フロイドさんといい、ブルックスさんといい、そりゃあみんな怒るわな、という殺され方である。ブルックスさんは酒は飲んでいたかも知れないが、車の運転席で眠っていたわけで、車を運転してはいない。つまり飲酒運転の現行犯ではなく、ひょっとしたら酔いが醒めるまで車中で眠ろうと思っていただけだったのではないか?

アメリカの凶暴警官ここにあり

を世界の人たちが目にした。それがアメリカに根強い人種差別と重ね合わされ、抗議活動はさらに盛り上がった。

それがトランプが追い込まれている現状である。大統領選挙が秋に迫り、新型コロナ対策の不手際から支持率の低迷が続くトランプとしては、何とかしなければ、1期だけで落選した元大統領という不名誉を背負って生きていくことになる。

だから、焦る。何とか支持率を持ち直そうと。警察改革と言い始めたのはそのためである。

しかし、なのだ。
トランプの支持層は貧困な白人層だと言われる。俺たち、白い肌をしているのにこんな暮らしだ。色つきの野郎どもが俺たちの仕事を奪っているからこんな暮らしをしなきゃあならない。そんな白人貧困層の鬱屈した気持ちをトランプは煽ってきた。メキシコとの国境に壁を作るというバカげた話も、君たちの仕事を奪っているのは不法移民じゃないか。俺がきちんと落とし前をつけてやる、というトランプ一流のメッセージだった。そして大統領に選ばれた。

と考えてくると、トランプの支持層の大半は、人種差別主義者、というのが大げさだとしたら、有色人種に対する反感の持ち主だと思われる。さて、このトランプ支持層は、警察官による2件の黒人殺人事件をどう見ているか。

「黒人は徹底的に殺しまくれ」

という過激派は数少ないだろうが、もともと有色人種に

「黒人だったら仕方ないんじゃないか?」

という草の根的な人種差別主義の持ち主はかなりの数に上るのではないか?

白人貧困層の支持を虎の子とするトランプだから、これまでなら頑なに警察を擁護していたはずである。それが支持層を維持する政治的判断である。

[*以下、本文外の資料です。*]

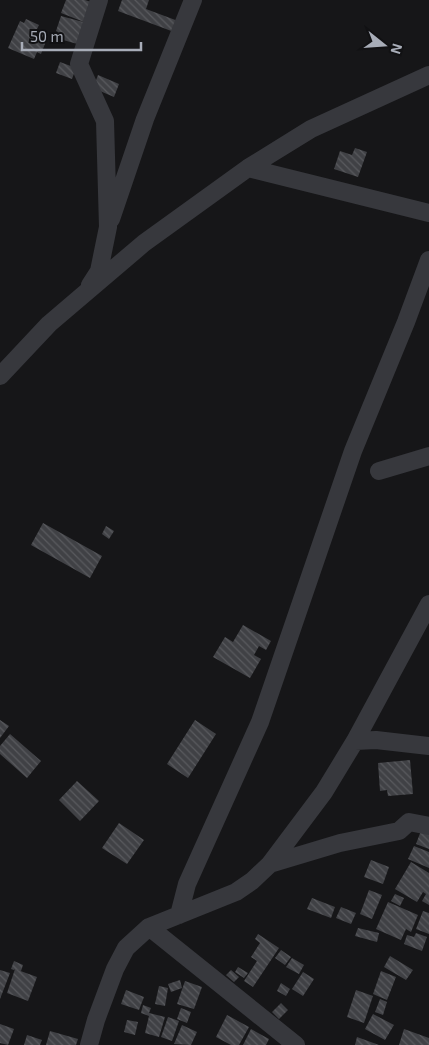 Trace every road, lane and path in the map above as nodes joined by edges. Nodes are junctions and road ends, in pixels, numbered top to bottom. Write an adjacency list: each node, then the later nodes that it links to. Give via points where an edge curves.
1 (99, 0): 6 (street, via 79,64 105,121)
2 (193, 0): 6 (street, via 145,119)
3 (429, 75): 4 (street, via 310,129)
4 (248, 168): 5 (street); 8 (street, via 144,243)
5 (429, 213)
6 (108, 227): 8 (street, via 99,271)
7 (429, 260): 17 (street, via 353,451 260,722 187,884)
8 (84, 295): 9 (street, via 49,324)
9 (0, 376)
10 (429, 456): 11 (street)
11 (379, 471)
12 (429, 604): 13 (street)
13 (355, 741): 14 (street); 16 (street, via 324,792)
14 (429, 746)
15 (429, 826): 16 (street, via 409,822 399,831 340,843)
16 (270, 864): 17 (street, via 236,892)
17 (179, 915): 18 (street)
18 (149, 927): 19 (street, via 126,948 115,969); 20 (street)
19 (88, 1045)
20 (296, 1045) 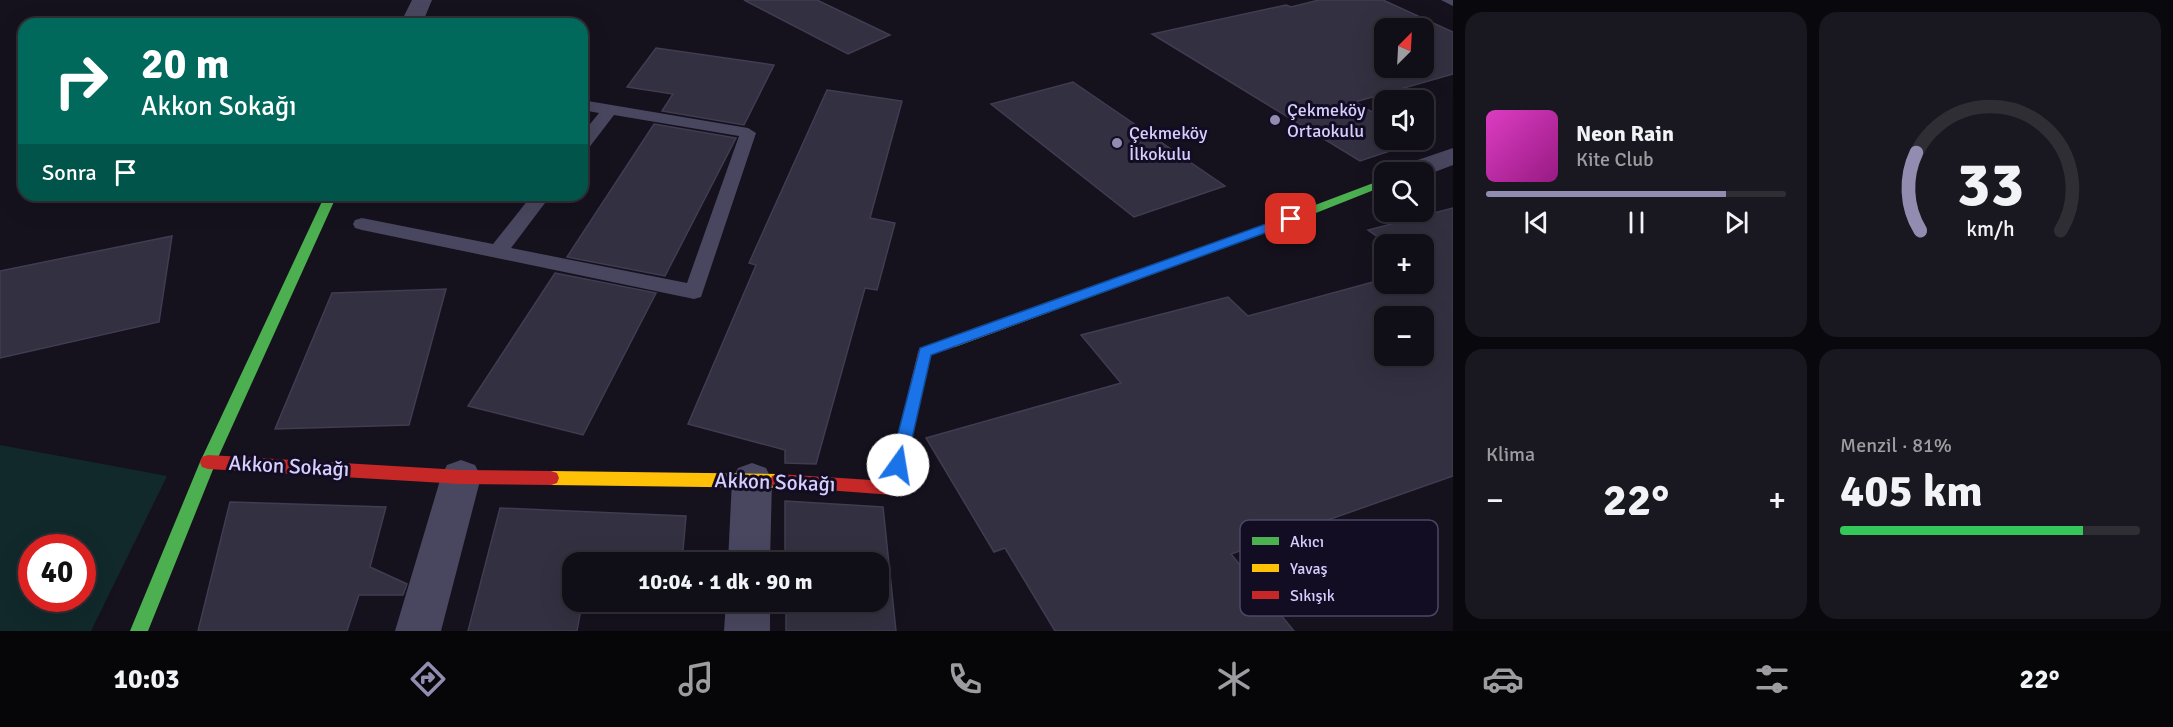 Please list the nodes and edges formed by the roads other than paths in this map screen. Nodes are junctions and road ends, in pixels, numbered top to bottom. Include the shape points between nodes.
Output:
1 (422, 0) edge
2 (1448, 0) edge
3 (1453, 2) edge
4 (414, 18) edge
5 (588, 106) edge
6 (610, 110) junction
7 (588, 137) edge
8 (1453, 156) edge
9 (1434, 163) edge
10 (1374, 186) edge
11 (328, 201) edge
12 (537, 201) edge
13 (362, 224) dead end
14 (497, 252) junction
15 (208, 462) junction
16 (461, 477) junction
17 (752, 480) junction
18 (749, 552) edge
19 (748, 612) edge
20 (139, 631) edge
21 (418, 631) edge
22 (747, 631) edge

1 - 4 street
2 - 3 lane
5 - 6 lane
6 - 7 lane
6 - 14 lane via 748,133 694,292
8 - 9 street
10 - 17 street, Akkon Sokağı via 925,352 893,488
11 - 15 street
12 - 14 lane
13 - 14 lane
15 - 16 street, Akkon Sokağı
15 - 20 street
16 - 17 street, Akkon Sokağı
16 - 21 street
17 - 18 street
19 - 22 street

その判断は警察現場の実感とも一致していると思われる。
おっとりした日本とは違い、銃所持が許されている米国は凶悪犯罪が多い。米国の歴史が産み出した負の遺産の中で、凶悪事件の現場に直面し続ける警察官は常に身の危険を感じざるをえない。社会の秩序を守るため、というより、まず自分の身を守るため

「多少の行き過ぎた取り締まりをやったって大目に見ろよ」

と思ったとしても不思議ではない。それが警察官の中にもある草の根人種差別とあいまって、今回の2件だけではなく、黒人被疑者に対する粗暴な振る舞いとなって現れ続けてきた。そして、アメリカの政治も社会も、大きなくくりで見れば

「そりゃあそうだ」

とそれを認めてきたのではなかったか。

フランスでは、米国での事件を受けて

「人種差別的行動がある警察官を解雇する、首を押さえての逮捕を禁止する」

と表明したカスタネール内相に対し、

「警察がなければ、平穏はない」

と書いたプラカードを掲げた警察官が抗議のデモ行進をした。

「日々危険と隣り合わせて働いている俺たちのことが、幾重もの安全に守られているお前に分かってたまるか! 俺たちの身の安全は俺たちが、その場その場で守らにゃならんのだ。グタグタ抜かすな」

というところだろう。

フランスで起きたことはアメリカでも起きうる。大統領選挙を前にしたトランプは、これまで絶対の支持を取り付けていた白人貧困層に加えて、全アメリカの警察官からもそっぽを向かれる危機を分かっていながら、警察改革の大統領令に署名せざるを得なかった。全米の抗議デモがトランプを追い込んだのである。

トランプタワーに鳴り響く晩鐘が聞こえるような気がする。私の推論が間違っていないことを願いたい。